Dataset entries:
☆ ☆ ☆ ☆ ☆

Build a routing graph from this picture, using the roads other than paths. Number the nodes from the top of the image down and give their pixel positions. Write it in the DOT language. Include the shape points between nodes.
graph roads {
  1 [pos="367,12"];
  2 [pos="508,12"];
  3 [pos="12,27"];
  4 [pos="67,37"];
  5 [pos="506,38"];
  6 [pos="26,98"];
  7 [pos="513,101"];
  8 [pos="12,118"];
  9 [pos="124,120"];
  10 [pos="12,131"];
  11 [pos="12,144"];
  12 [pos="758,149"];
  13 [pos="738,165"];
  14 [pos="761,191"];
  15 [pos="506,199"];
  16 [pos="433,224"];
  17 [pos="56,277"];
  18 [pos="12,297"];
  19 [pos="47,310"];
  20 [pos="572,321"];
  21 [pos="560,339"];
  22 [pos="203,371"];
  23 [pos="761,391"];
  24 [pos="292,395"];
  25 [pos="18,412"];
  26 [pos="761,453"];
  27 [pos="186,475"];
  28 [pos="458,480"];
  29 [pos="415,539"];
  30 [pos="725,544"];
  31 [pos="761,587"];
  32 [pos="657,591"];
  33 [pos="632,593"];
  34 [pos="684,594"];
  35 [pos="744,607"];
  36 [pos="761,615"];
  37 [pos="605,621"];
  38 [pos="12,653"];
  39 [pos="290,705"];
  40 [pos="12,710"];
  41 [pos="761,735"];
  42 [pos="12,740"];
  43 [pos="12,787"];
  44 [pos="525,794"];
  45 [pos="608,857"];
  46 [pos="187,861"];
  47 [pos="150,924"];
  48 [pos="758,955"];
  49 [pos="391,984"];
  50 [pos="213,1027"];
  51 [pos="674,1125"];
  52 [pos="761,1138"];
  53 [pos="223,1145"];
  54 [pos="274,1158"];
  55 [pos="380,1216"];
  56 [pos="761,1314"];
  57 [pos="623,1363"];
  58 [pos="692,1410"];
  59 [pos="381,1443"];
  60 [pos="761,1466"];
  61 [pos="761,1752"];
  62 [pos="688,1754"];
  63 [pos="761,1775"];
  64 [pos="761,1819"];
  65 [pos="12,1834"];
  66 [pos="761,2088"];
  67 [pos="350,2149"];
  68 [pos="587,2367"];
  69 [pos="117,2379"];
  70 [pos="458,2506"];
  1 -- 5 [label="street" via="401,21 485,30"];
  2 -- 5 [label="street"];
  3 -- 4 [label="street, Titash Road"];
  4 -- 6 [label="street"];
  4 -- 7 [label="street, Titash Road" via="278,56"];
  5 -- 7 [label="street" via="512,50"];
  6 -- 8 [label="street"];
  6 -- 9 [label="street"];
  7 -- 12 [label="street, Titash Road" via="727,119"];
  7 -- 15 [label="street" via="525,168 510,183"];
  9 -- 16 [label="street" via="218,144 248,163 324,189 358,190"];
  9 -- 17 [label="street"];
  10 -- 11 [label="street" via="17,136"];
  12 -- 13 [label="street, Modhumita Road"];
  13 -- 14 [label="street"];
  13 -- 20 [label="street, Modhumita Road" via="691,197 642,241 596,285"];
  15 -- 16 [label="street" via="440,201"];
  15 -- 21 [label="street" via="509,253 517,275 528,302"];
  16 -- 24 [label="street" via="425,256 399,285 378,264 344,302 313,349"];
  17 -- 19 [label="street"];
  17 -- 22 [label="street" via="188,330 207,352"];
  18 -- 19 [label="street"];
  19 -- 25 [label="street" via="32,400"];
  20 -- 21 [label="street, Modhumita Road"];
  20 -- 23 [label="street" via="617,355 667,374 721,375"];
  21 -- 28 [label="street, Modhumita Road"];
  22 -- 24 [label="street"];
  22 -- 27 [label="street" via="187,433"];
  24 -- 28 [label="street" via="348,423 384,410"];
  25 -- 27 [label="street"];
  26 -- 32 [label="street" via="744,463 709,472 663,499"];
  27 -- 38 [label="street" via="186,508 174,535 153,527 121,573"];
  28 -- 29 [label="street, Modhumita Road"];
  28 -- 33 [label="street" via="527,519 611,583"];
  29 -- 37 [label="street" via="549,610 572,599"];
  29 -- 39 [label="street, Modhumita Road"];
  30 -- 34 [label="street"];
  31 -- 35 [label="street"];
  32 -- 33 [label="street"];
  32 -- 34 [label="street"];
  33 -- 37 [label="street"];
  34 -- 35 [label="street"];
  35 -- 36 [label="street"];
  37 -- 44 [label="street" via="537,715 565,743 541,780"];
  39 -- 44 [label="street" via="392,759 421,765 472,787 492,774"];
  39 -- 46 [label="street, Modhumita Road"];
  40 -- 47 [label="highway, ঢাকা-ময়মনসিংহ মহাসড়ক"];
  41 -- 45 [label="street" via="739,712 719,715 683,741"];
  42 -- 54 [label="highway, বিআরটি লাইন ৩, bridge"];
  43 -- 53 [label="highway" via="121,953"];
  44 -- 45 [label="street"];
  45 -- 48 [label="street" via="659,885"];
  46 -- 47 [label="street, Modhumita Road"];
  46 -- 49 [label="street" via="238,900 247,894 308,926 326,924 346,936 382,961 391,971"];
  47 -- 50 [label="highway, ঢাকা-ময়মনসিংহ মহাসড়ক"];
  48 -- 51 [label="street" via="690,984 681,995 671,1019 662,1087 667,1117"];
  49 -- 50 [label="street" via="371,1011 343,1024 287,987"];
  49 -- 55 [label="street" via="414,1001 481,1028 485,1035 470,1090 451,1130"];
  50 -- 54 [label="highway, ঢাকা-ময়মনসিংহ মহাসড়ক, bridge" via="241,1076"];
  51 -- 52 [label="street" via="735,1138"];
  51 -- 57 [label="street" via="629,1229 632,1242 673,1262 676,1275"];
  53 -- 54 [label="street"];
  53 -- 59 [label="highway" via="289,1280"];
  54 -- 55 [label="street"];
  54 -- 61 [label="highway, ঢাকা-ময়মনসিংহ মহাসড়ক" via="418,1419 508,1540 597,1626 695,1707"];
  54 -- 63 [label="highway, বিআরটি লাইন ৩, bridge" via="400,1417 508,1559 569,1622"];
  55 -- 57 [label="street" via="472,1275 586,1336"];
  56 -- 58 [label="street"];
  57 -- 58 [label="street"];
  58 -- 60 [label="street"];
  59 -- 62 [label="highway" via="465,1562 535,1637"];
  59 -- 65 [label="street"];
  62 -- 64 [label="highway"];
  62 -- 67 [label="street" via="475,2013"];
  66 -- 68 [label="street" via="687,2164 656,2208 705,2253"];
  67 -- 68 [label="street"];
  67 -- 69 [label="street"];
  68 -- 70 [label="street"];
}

☆ ☆ ☆ ☆ ☆

__Your assignment__:
Write each line of the data above out again without altering a word.

__Result__:
Build a routing graph from this picture, using the roads other than paths. Number the nodes from the top of the image down and give their pixel positions. Write it in the DOT language. Include the shape points between nodes.
graph roads {
  1 [pos="367,12"];
  2 [pos="508,12"];
  3 [pos="12,27"];
  4 [pos="67,37"];
  5 [pos="506,38"];
  6 [pos="26,98"];
  7 [pos="513,101"];
  8 [pos="12,118"];
  9 [pos="124,120"];
  10 [pos="12,131"];
  11 [pos="12,144"];
  12 [pos="758,149"];
  13 [pos="738,165"];
  14 [pos="761,191"];
  15 [pos="506,199"];
  16 [pos="433,224"];
  17 [pos="56,277"];
  18 [pos="12,297"];
  19 [pos="47,310"];
  20 [pos="572,321"];
  21 [pos="560,339"];
  22 [pos="203,371"];
  23 [pos="761,391"];
  24 [pos="292,395"];
  25 [pos="18,412"];
  26 [pos="761,453"];
  27 [pos="186,475"];
  28 [pos="458,480"];
  29 [pos="415,539"];
  30 [pos="725,544"];
  31 [pos="761,587"];
  32 [pos="657,591"];
  33 [pos="632,593"];
  34 [pos="684,594"];
  35 [pos="744,607"];
  36 [pos="761,615"];
  37 [pos="605,621"];
  38 [pos="12,653"];
  39 [pos="290,705"];
  40 [pos="12,710"];
  41 [pos="761,735"];
  42 [pos="12,740"];
  43 [pos="12,787"];
  44 [pos="525,794"];
  45 [pos="608,857"];
  46 [pos="187,861"];
  47 [pos="150,924"];
  48 [pos="758,955"];
  49 [pos="391,984"];
  50 [pos="213,1027"];
  51 [pos="674,1125"];
  52 [pos="761,1138"];
  53 [pos="223,1145"];
  54 [pos="274,1158"];
  55 [pos="380,1216"];
  56 [pos="761,1314"];
  57 [pos="623,1363"];
  58 [pos="692,1410"];
  59 [pos="381,1443"];
  60 [pos="761,1466"];
  61 [pos="761,1752"];
  62 [pos="688,1754"];
  63 [pos="761,1775"];
  64 [pos="761,1819"];
  65 [pos="12,1834"];
  66 [pos="761,2088"];
  67 [pos="350,2149"];
  68 [pos="587,2367"];
  69 [pos="117,2379"];
  70 [pos="458,2506"];
  1 -- 5 [label="street" via="401,21 485,30"];
  2 -- 5 [label="street"];
  3 -- 4 [label="street, Titash Road"];
  4 -- 6 [label="street"];
  4 -- 7 [label="street, Titash Road" via="278,56"];
  5 -- 7 [label="street" via="512,50"];
  6 -- 8 [label="street"];
  6 -- 9 [label="street"];
  7 -- 12 [label="street, Titash Road" via="727,119"];
  7 -- 15 [label="street" via="525,168 510,183"];
  9 -- 16 [label="street" via="218,144 248,163 324,189 358,190"];
  9 -- 17 [label="street"];
  10 -- 11 [label="street" via="17,136"];
  12 -- 13 [label="street, Modhumita Road"];
  13 -- 14 [label="street"];
  13 -- 20 [label="street, Modhumita Road" via="691,197 642,241 596,285"];
  15 -- 16 [label="street" via="440,201"];
  15 -- 21 [label="street" via="509,253 517,275 528,302"];
  16 -- 24 [label="street" via="425,256 399,285 378,264 344,302 313,349"];
  17 -- 19 [label="street"];
  17 -- 22 [label="street" via="188,330 207,352"];
  18 -- 19 [label="street"];
  19 -- 25 [label="street" via="32,400"];
  20 -- 21 [label="street, Modhumita Road"];
  20 -- 23 [label="street" via="617,355 667,374 721,375"];
  21 -- 28 [label="street, Modhumita Road"];
  22 -- 24 [label="street"];
  22 -- 27 [label="street" via="187,433"];
  24 -- 28 [label="street" via="348,423 384,410"];
  25 -- 27 [label="street"];
  26 -- 32 [label="street" via="744,463 709,472 663,499"];
  27 -- 38 [label="street" via="186,508 174,535 153,527 121,573"];
  28 -- 29 [label="street, Modhumita Road"];
  28 -- 33 [label="street" via="527,519 611,583"];
  29 -- 37 [label="street" via="549,610 572,599"];
  29 -- 39 [label="street, Modhumita Road"];
  30 -- 34 [label="street"];
  31 -- 35 [label="street"];
  32 -- 33 [label="street"];
  32 -- 34 [label="street"];
  33 -- 37 [label="street"];
  34 -- 35 [label="street"];
  35 -- 36 [label="street"];
  37 -- 44 [label="street" via="537,715 565,743 541,780"];
  39 -- 44 [label="street" via="392,759 421,765 472,787 492,774"];
  39 -- 46 [label="street, Modhumita Road"];
  40 -- 47 [label="highway, ঢাকা-ময়মনসিংহ মহাসড়ক"];
  41 -- 45 [label="street" via="739,712 719,715 683,741"];
  42 -- 54 [label="highway, বিআরটি লাইন ৩, bridge"];
  43 -- 53 [label="highway" via="121,953"];
  44 -- 45 [label="street"];
  45 -- 48 [label="street" via="659,885"];
  46 -- 47 [label="street, Modhumita Road"];
  46 -- 49 [label="street" via="238,900 247,894 308,926 326,924 346,936 382,961 391,971"];
  47 -- 50 [label="highway, ঢাকা-ময়মনসিংহ মহাসড়ক"];
  48 -- 51 [label="street" via="690,984 681,995 671,1019 662,1087 667,1117"];
  49 -- 50 [label="street" via="371,1011 343,1024 287,987"];
  49 -- 55 [label="street" via="414,1001 481,1028 485,1035 470,1090 451,1130"];
  50 -- 54 [label="highway, ঢাকা-ময়মনসিংহ মহাসড়ক, bridge" via="241,1076"];
  51 -- 52 [label="street" via="735,1138"];
  51 -- 57 [label="street" via="629,1229 632,1242 673,1262 676,1275"];
  53 -- 54 [label="street"];
  53 -- 59 [label="highway" via="289,1280"];
  54 -- 55 [label="street"];
  54 -- 61 [label="highway, ঢাকা-ময়মনসিংহ মহাসড়ক" via="418,1419 508,1540 597,1626 695,1707"];
  54 -- 63 [label="highway, বিআরটি লাইন ৩, bridge" via="400,1417 508,1559 569,1622"];
  55 -- 57 [label="street" via="472,1275 586,1336"];
  56 -- 58 [label="street"];
  57 -- 58 [label="street"];
  58 -- 60 [label="street"];
  59 -- 62 [label="highway" via="465,1562 535,1637"];
  59 -- 65 [label="street"];
  62 -- 64 [label="highway"];
  62 -- 67 [label="street" via="475,2013"];
  66 -- 68 [label="street" via="687,2164 656,2208 705,2253"];
  67 -- 68 [label="street"];
  67 -- 69 [label="street"];
  68 -- 70 [label="street"];
}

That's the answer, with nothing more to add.